Quotes by William Petty

A thousand acres that can feed a thousand souls is better than ten thousand acres of no more effect.
– William Petty
An house is of a double nature, viz., one, wherein it is a way and means of expence, the other as it is an instrument and tool of gain.
– William Petty
Another cause which aggravates taxes is the force of paying them in money at a certain tinge, and not in commodities at the most convenient seasons.
– William Petty
As for religion, I die in the profession of that faith, and in the practice of such worship as I find established by the law of my country.
– William Petty
Causes of Civil War are also, that the Wealth of the Nation is in too few mens hands, and that no certain means are provided to keep all men from a necessity either to beg, or steal, or be Souldiers.
– William Petty
Civil Wars are likewise caused by peoples fansying, that their own uneasie condition may be best remedied by an universal confusion; although indeed upon the upshot of such disorders they shall probably be in a worse, even although they survive and succeed, but more probably perish in the contest.
– William Petty
Every man ought to contribute according to what he taketh to himself, and actually enjoyeth.
– William Petty
Every seaman is not only a navigator, but a merchant and also a soldier.
– William Petty
For if the price of diamonds should rise in Persia, it shall also rise preceptably in England, for the great merchants all the world over do know one another, do correspond, and are partners in most of the considerable pieces, and do use great confederacy and intrigue in buying and selling them.
– William Petty
Here we are to remember that in consequence of our opinion that labor is the Father and active principle of wealth, as lands are the Mother, that the state by killing, mutilating, or imprisoning their members do withal punish themselves.
– William Petty
Husbandmen, seamen, soldiers, artizans and merchants are the very pillars of any commonwealth; all the other professions do rise out of the infirmities and miscarriages of these.
– William Petty
I hope no man takes what I said about the living and dieing of men for mathematical demonstration.
– William Petty
I make this question, whether, since they do all live by begging... it were not better for the state to keep them.
– William Petty
If great cities are naturally apt to remove their seats, I ask, which way?
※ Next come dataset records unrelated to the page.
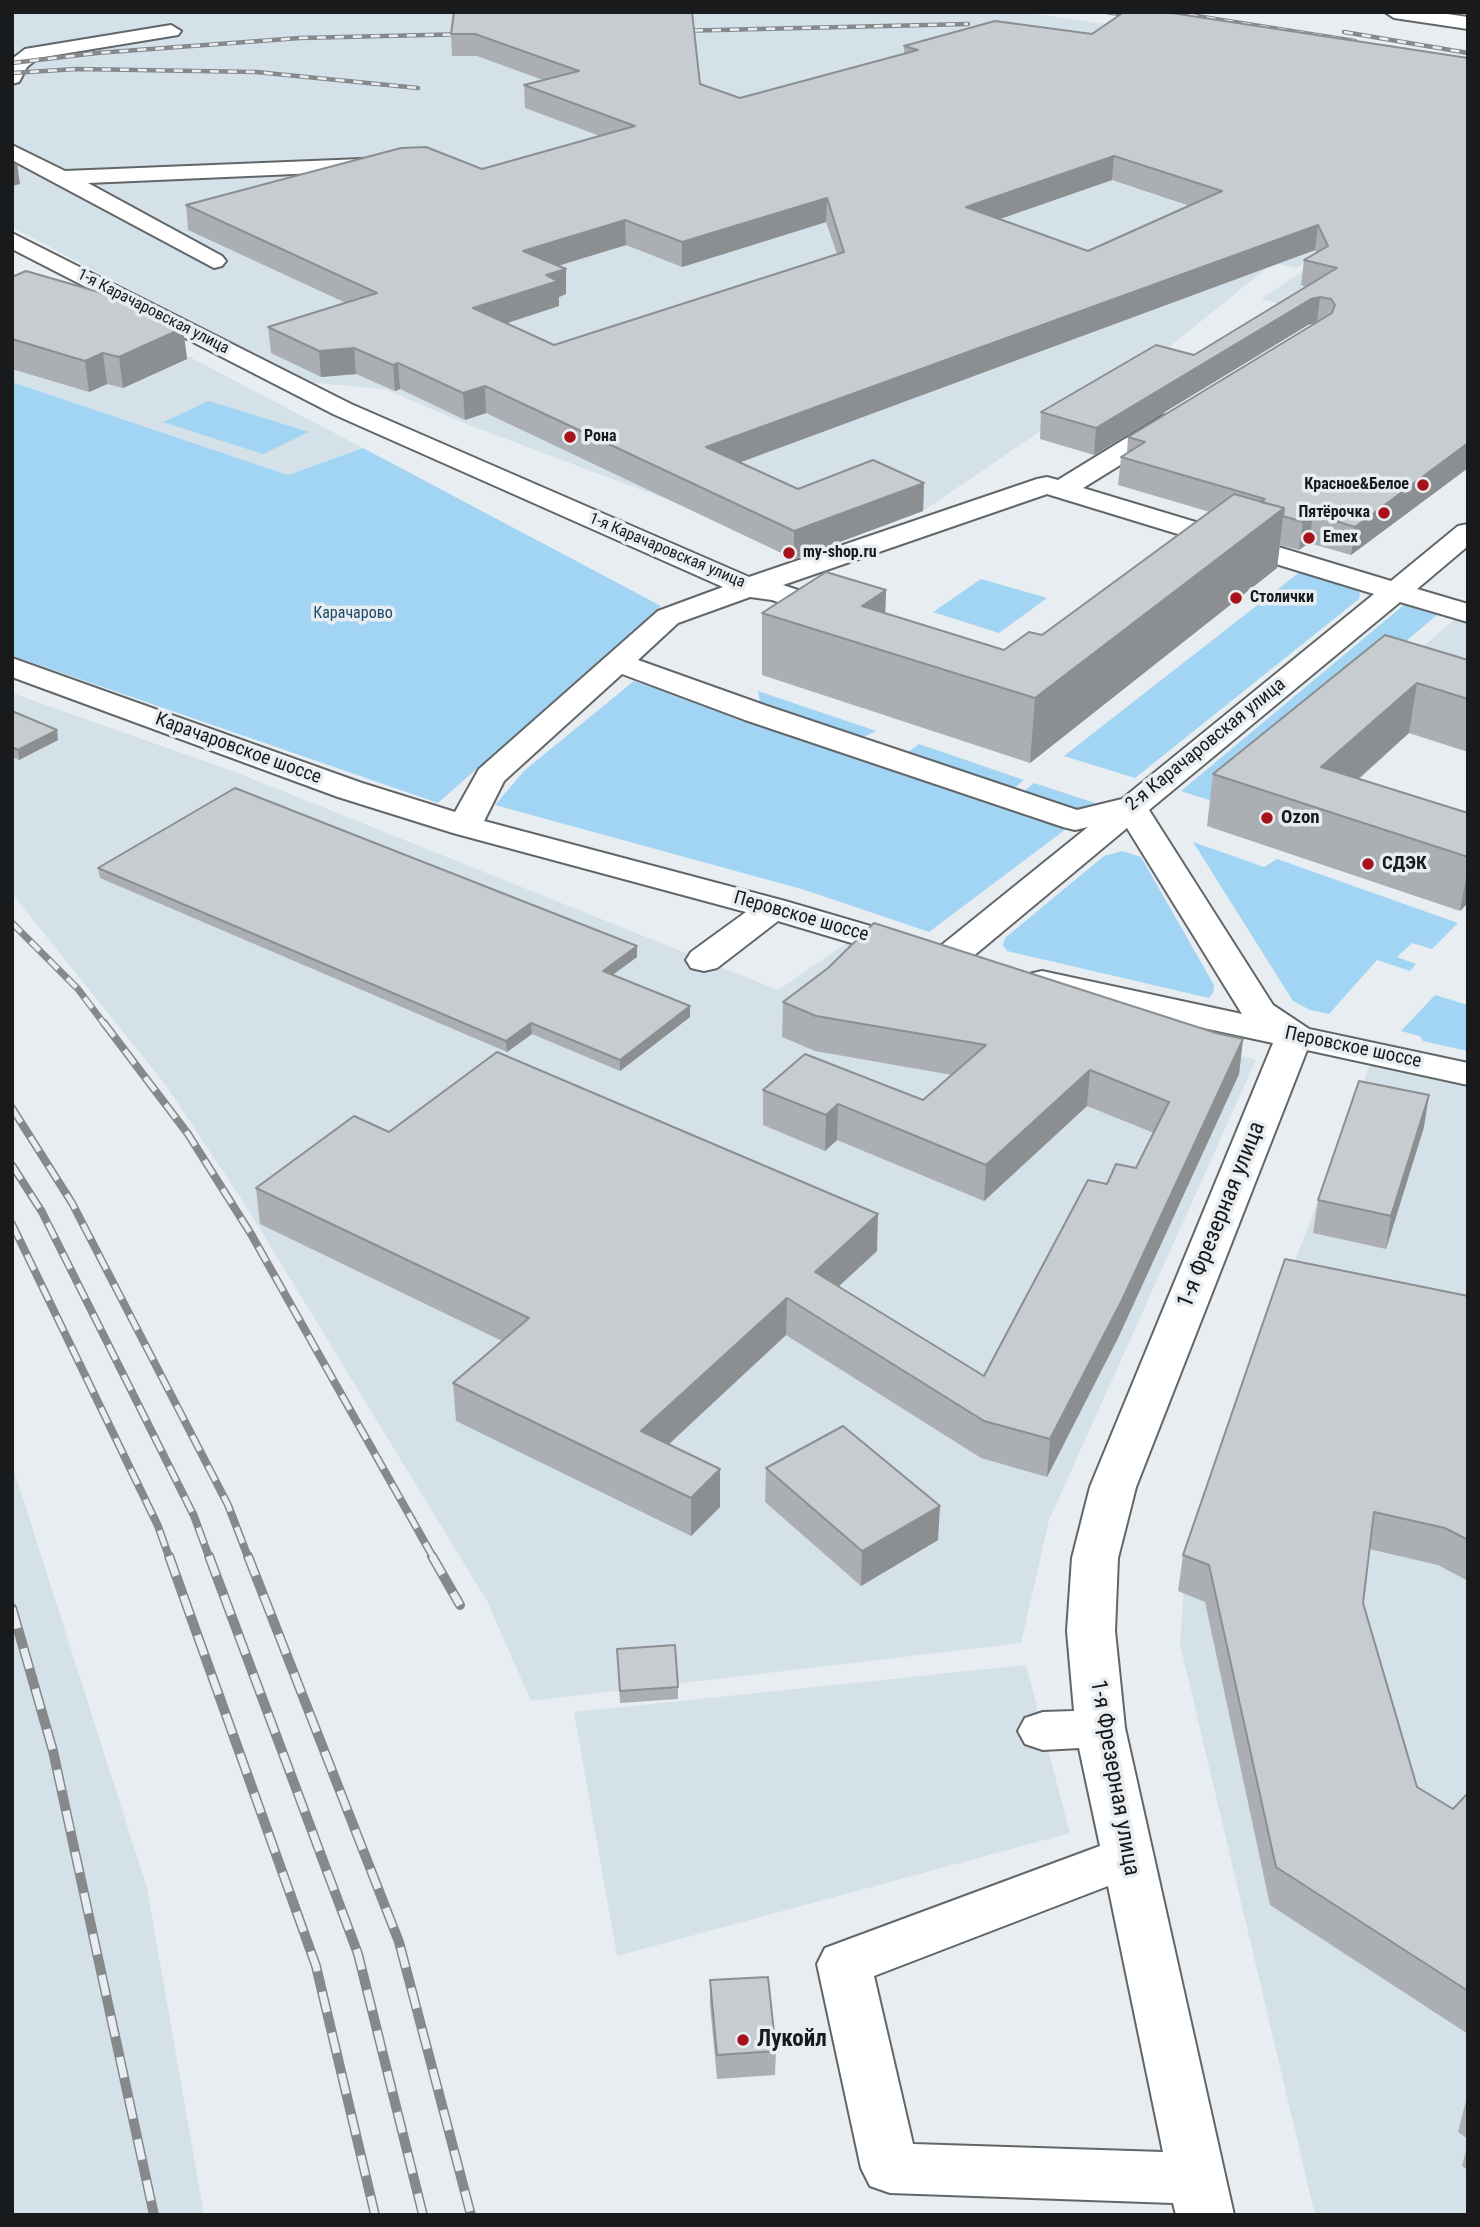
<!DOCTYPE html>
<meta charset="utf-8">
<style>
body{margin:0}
#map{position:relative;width:1480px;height:2227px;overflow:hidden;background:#e8edf1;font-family:"Roboto Condensed",sans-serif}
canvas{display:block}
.frame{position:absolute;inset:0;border:14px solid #181a1b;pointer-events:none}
</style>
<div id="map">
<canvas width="1480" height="2227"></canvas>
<div class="frame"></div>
</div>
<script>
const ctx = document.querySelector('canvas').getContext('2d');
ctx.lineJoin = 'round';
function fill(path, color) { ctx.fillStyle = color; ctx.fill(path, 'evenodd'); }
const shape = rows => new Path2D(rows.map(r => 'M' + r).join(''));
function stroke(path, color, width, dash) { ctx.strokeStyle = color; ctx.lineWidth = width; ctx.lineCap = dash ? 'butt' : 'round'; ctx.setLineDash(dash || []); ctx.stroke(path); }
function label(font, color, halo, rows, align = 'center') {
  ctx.font = font + ' "Roboto Condensed",sans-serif'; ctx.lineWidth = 7; ctx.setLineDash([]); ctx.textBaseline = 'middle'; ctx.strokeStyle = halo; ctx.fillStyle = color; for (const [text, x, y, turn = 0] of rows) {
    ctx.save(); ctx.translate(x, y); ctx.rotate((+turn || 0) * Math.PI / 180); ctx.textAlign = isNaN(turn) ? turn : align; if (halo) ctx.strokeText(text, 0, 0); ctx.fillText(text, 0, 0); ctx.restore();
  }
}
const built = shape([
 [12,12,1023,12,1414,68,1468,353,1261,299,1399,208,1296,268,1273,263,1126,382,1051,424,923,511,872,488,684,506,469,425,385,389,304,382,12,227],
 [56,287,363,448,288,475,12,382,12,304],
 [1468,608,1468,661,1421,648],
 [12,693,235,772,778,990,848,942,1256,1060,1049,1520,1021,1643,531,1701,487,1601,244,1203,165,1084,12,894],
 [1370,1065,1468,1087,1468,2215,1315,2215,1180,1644,1187,1543],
 [12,1464,147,1888,204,2215,12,2215],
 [1026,1665,1070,1833,617,1956,574,1712]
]);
const green = shape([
 [12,382,288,475,363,448,661,606,438,803,16,657,12,656],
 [209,401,309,432,263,454,163,422],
 [1301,571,1354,588,1360,593,1359,599,1135,778,1064,756],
 [981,579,1047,598,999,633,933,612],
 [1405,604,1439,613,1218,803,1181,791],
 [634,681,1048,820,1066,829,929,932,805,890,495,805,525,770],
 [758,691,876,731,855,741,761,709],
 [919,744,1024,780,1008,793,905,758,907,753],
 [1034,783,1101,805,1086,813,1018,796],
 [1193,842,1264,867,1277,859,1458,923,1432,949,1412,943,1397,957,1416,964,1410,971,1377,960,1329,1014,1310,1010,1293,1001],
 [1122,851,1141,857,1214,985,1213,993,1209,998,1007,951,1003,945,1005,938,1104,856],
 [1435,995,1468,1005,1468,1051,1423,1041,1420,1036,1401,1031]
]);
const minor = shape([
 [1385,12,1434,12,1468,17,1468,29,1394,18,1385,12],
 [171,25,181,31,178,35,38,58,27,67,19,82,12,84,12,59,25,49,171,25],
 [12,145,65,171,386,158,394,159,397,164,394,169,386,170,88,183,222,256,226,261,222,266,214,268,12,160,12,145],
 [12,233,351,404,749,577,1037,479,1047,477,1058,480,1162,416,1171,414,1180,416,1184,422,1180,428,1083,488,1391,581,1458,526,1468,524,1468,546,1417,589,1468,604,1468,622,1400,602,1149,810,1273,1005,1309,1029,1468,1063,1468,1085,1307,1050,1136,1487,1118,1558,1115,1631,1125,1728,1234,2215,1176,2215,1173,2203,890,2193,870,2186,861,2168,817,1964,825,1948,1100,1846,1079,1748,1043,1750,1025,1744,1018,1731,1025,1718,1043,1712,1074,1711,1067,1631,1072,1558,1090,1487,1273,1043,1042,993,1029,990,1024,982,1029,974,1042,971,1242,1014,1127,828,959,968,946,971,933,968,928,960,933,952,1088,827,1075,830,1063,827,745,720,622,674,504,781,484,821,785,901,925,942,930,950,925,958,912,961,778,921,717,968,704,971,691,968,686,960,691,952,746,912,453,833,338,797,12,677,12,658,362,783,455,812,479,769,658,611,723,587,333,414,12,249,12,233],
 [1047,494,1374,594,1122,799,1077,810,767,706,638,660,678,623,750,597,772,600,838,622,848,619,853,613,848,607,783,585,1047,494],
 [1108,1886,1163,2152,913,2144,874,1976,1108,1886]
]);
const railFar3 = shape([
 [1107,12,1138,17],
 [1171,12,1355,41],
 [676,31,968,24],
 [1344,32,1468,53],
 [12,63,97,53,300,38,470,34],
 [12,73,77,69,256,72,418,88]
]);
const railFar2 = shape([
 [12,923,78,989,105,1025]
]);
const railFar1 = shape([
 [104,1023,188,1134,251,1234,433,1557],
 [12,1108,72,1203,228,1505,248,1557],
 [12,1165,42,1212,194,1516,209,1557],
 [12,1224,158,1526,169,1557]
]);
const rail = shape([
 [169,1556,316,1966,375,2215],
 [209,1556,358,1954,423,2215],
 [248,1556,399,1942,471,2215],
 [432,1556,460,1605],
 [12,1608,53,1751,154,2215]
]);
const wall = shape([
 [1442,12,1468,12,1468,15],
 [578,13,700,84,740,98,904,54,904,46,1092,34,1468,58,1468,468,1351,555,1309,543,1299,550,1280,545,1277,568,1030,763,762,675,762,613,886,590,885,613,1004,650,1042,635,1210,512,1118,485,1121,457,1127,453,1128,437,1316,323,1308,325,1094,455,1040,439,1041,412,1194,355,1306,287,1301,285,1304,260,1317,253,1315,250,740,462,798,489,924,483,923,511,794,559,486,413,465,420,400,389,395,391,356,374,321,377,271,353,268,327,346,303,188,230,186,205,482,169,600,136,525,108,524,85,543,80,477,56,452,56,451,34],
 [1112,180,1190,206,1088,251,1000,219],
 [826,222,837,254,554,345,506,323,559,306,559,297,566,294,566,269,558,266,626,245,682,267],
 [12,277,183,328,187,359,123,388,107,384,89,392,12,369],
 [1468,660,1468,752,1409,733,1359,779,1468,813,1468,903,1460,911,1207,826,1213,774],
 [12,711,58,740,19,760,12,757],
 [98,868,637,946,637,957,612,975,690,1006,690,1017,620,1071,532,1034,507,1052,100,878],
 [783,1002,1216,1033,1243,1039,1239,1074,1118,1338,1047,1477,981,1458,786,1335,668,1445,720,1507,691,1536,456,1421,453,1383,502,1341,260,1224,256,1188,389,1132,877,1251,838,1287,984,1376,1107,1184,1136,1168,1154,1133,1087,1106,984,1201,837,1140,825,1151,763,1125,763,1090,923,1100,952,1075,815,1051,782,1037],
 [1424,1127,1386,1249,1313,1233,1318,1200],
 [1468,1296,1468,1581,1438,1565,1369,1549,1363,1603,1417,1787,1453,1809,1468,1793,1468,2034,1270,1905,1205,1602,1178,1591,1183,1555],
 [766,1468,938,1540,861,1586,765,1502],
 [617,1649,678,1687,678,1699,620,1703],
 [710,1980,776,2051,775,2075,717,2079,710,2005],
 [1468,2093,1468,2139,1458,2132],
 [1468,2142,1468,2170,1462,2166]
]);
const shadedWall = shape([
 [1114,156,1112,180,965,231,966,207],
 [17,163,20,184,12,186,12,164],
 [827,198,826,222,682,267,682,242],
 [625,220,626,245,524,276,523,251],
 [1318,225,1315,250,706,475,706,447],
 [566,269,566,294,559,297,559,306,474,334,473,308,546,275],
 [1320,297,1317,322,1308,325,1094,455,1096,428,1311,299],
 [183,328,187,359,123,388,119,357],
 [354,348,356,374,321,377,319,351],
 [103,353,107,384,89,392,85,361],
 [398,363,400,389,395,391,393,365],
 [485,386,486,413,465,420,463,393],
 [1468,443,1468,468,1351,555,1355,527],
 [924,483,923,511,794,559,794,531],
 [1284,508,1277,568,1030,763,1035,698],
 [1313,514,1309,543,1299,550,1303,522],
 [886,590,884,651,862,606],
 [1417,683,1409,733,1323,810,1321,767],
 [57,730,58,740,19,760,18,750],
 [1468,867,1468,903,1460,911],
 [637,946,637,957,603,982,603,971],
 [690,1006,690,1017,620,1071,620,1060],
 [531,1023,532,1034,507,1052,506,1041],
 [1243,1039,1239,1074,1118,1338,1047,1477,1050,1439],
 [1090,1070,1087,1106,984,1201,986,1165],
 [1429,1095,1424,1127,1386,1249,1391,1216],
 [838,1104,837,1140,825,1151,826,1115],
 [878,1214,877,1251,814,1309,815,1272],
 [787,1298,786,1335,642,1469,641,1431],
 [720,1469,720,1507,691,1536,691,1498],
 [940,1506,938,1540,861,1586,862,1551]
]);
const building = shape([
 [454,12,692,12,700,84,740,98,918,50,904,46,995,21,1092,34,1124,12,1165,12,1468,58,1468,443,1355,527,1313,514,1303,522,1283,516,1284,508,1261,502,1265,499,1121,457,1145,442,1128,437,1332,313,1335,305,1331,299,1320,297,1311,299,1096,428,1041,412,1156,345,1194,355,1337,268,1304,260,1328,246,1318,225,706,447,798,489,873,460,924,483,794,531,485,386,463,393,398,363,393,365,354,348,319,351,268,327,377,293,186,205,401,148,426,147,482,169,635,126,524,85,579,71,475,34,451,34,454,12],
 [1114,156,1222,191,1088,251,966,207,1114,156],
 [827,198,844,252,554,345,473,308,558,281,546,275,566,269,523,251,625,220,682,242,827,198],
 [26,271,130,301,183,328,119,357,103,353,85,361,12,339,12,277,26,271],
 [1234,494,1284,508,1035,698,762,613,826,572,886,590,862,606,1004,650,1029,632,1042,635,1234,494],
 [1385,635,1468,660,1468,699,1417,683,1321,767,1468,813,1468,857,1213,774,1385,635],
 [12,711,57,730,18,750,12,747,12,711],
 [235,788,637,946,603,971,690,1006,620,1060,531,1023,506,1041,98,868,235,788],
 [874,923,1216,1033,1243,1039,1122,1300,1050,1439,984,1421,787,1298,641,1431,720,1469,691,1498,453,1383,529,1318,256,1188,354,1116,389,1132,497,1052,878,1214,815,1272,984,1376,1088,1180,1107,1184,1116,1164,1136,1168,1169,1102,1090,1070,986,1165,838,1104,826,1115,763,1090,805,1054,923,1100,986,1045,816,1016,783,1002,828,968,874,923],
 [1359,1081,1429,1095,1391,1216,1318,1200,1359,1081],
 [1285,1259,1468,1296,1468,1540,1445,1528,1374,1512,1363,1603,1417,1787,1453,1809,1468,1793,1468,1991,1276,1867,1209,1565,1183,1555,1285,1259],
 [843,1426,940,1506,862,1551,766,1468,843,1426],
 [675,1645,678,1687,620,1691,617,1649,675,1645],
 [768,1977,776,2051,717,2055,710,1980,768,1977]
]);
const markers = [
 [570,437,7,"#a7111a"],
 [1423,485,7,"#a7111a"],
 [1384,513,7,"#a7111a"],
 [1309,538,7,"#a7111a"],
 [789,553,7,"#a7111a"],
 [1236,598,7,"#a7111a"],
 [1267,818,7,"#a7111a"],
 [1368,864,7,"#a7111a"],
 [743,2040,7,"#a7111a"]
];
const farStreetnames = [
 ["1-я Карачаровская улица",153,312,27],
 ["1-я Карачаровская улица",667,551,23]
];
const farPoinames = [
 ["Рона",584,437],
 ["Красное&Белое",1409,485,"right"],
 ["Пятёрочка",1370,513,"right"],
 ["Emex",1323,538],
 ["my-shop.ru",803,553],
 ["Столички",1250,598]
];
const farParknames = [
 ["Карачарово",353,614]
];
const streetNames = [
 ["2-я Карачаровская улица",1206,745,-39],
 ["Карачаровское шоссе",238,749,20],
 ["Перовское шоссе",801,917,16],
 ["Перовское шоссе",1353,1048,12]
];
const poiNames = [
 ["Ozon",1281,818],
 ["СДЭК",1382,864]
];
const nearStreetnames = [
 ["1-я Фрезерная улица",1222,1215,-68],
 ["1-я Фрезерная улица",1114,1778,80]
];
const nearPoinames = [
 ["Лукойл",757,2040]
];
fill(built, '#d4e1e9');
fill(green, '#a2d4f4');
stroke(minor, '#616669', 4);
fill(minor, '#fff');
stroke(railFar3, '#86898c', 4.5);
stroke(railFar2, '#86898c', 7);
stroke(railFar1, '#86898c', 8);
stroke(rail, '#86898c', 10);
stroke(railFar3, '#e8edf1', 2.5, [9]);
stroke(railFar2, '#e8edf1', 4.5, [13]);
stroke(railFar1, '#e8edf1', 5, [17]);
stroke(rail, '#e8edf1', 7, [21]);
fill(wall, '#abafb3');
fill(shadedWall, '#8b8f92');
fill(building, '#c7ccd0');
stroke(building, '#8b8f92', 2);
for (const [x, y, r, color] of markers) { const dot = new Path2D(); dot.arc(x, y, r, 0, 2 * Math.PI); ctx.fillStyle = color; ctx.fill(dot); stroke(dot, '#e8edf1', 2.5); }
label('16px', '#181a1b', '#e8edf1', farStreetnames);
label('bold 16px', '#181a1b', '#e8edf1', farPoinames, 'left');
label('16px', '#1e4d67', '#e8edf1', farParknames);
label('19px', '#181a1b', '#e8edf1', streetNames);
label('bold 19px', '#181a1b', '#e8edf1', poiNames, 'left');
label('23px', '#181a1b', '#e8edf1', nearStreetnames);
label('bold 23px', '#181a1b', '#e8edf1', nearPoinames, 'left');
</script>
I say, in the case of London it must be westward... If it follow from hence that the palaces of the greatest men will remove westward, it will also naturally follow that the dwelling of others who depend upon them will creep after them.
– William Petty
In the next place, it will be asked, who shall pay these men? I answer, everybody.
– William Petty
It were good to know how much hay an acre of every sort will bear; how many cattle the same weight of each sort of hay will feed and fatten; what quantity of grain and other commodities the same acre will bear in one, three or seven years; unto what use each soil is proper; all which particulars I call intrinsic value, for there is also another value merely accidental or extrinsic.
– William Petty
It were good to know the geometrical content, figure and situation of all the lands of a kingdom, especially according to its most natural bounds.
– William Petty
Money is the best rule of commerce.
– William Petty
No man pays double or twice for the same thing, forasmuch as nothing can be spent but once.
– William Petty
Now, forasmuch as princes are not only powerful but rich, according to a number of people (hands being the Father as lands are the Mother or Womb of Wealth), it is no wonder why states by encouraging marriage, advance their own interests.
– William Petty
One cause of publick charge in matters of religion is the not having changed the limits of parishes and cures... For now when the ministers of the gospel preach unto multitudes assembled in one place, may not parishes be bigger?
– William Petty
Raising of money may indeed change the species, but with so much loss as the foreign pieces were raised unto, above their intrinsick value.
– William Petty
That some are poorer than others, ever was and ever will be: And that many are naturally querulous and envious, is an Evil as old as the World.
– William Petty
The full understanding of the nature of Money, the effects of the various species of Coins, and of their uncertain values, as also of raising or embasing them, is a learning most proper for Ireland, which hath been lately much and often abused for the want of it.
– William Petty
The general observation is that the city of London moves westward. Where the consumption of commodity is. viz.: among the gentry, the vendors of the same must seat themselves.
– William Petty
The trade of banks is the buying and selling of interest and exchange.
– William Petty
We incline, therefore, to think the parishes should be equal or near, because in the reformed religion the principal use of a church is to preach in.
– William Petty
Wherefore the race being not to the swift, etc. but time and chance happening to all men, I leave the Judgement of the whole to the Candid, of whose correction I shall never be impatient.
– William Petty
Wherefore when a man giveth out his money upon condition that be may not demand it back until a certain time to come, he certainly may take a compensation for this inconvenience which he admits against himself.
– William Petty
Without the knowledge of the true number of the people, as a principle, the whole scope and use of keeping bills of birth and burials is impaired; wherefore by laborious conjectures and calculations to deduce the number of people from the births and burials, may be ingenious, but very preposterous.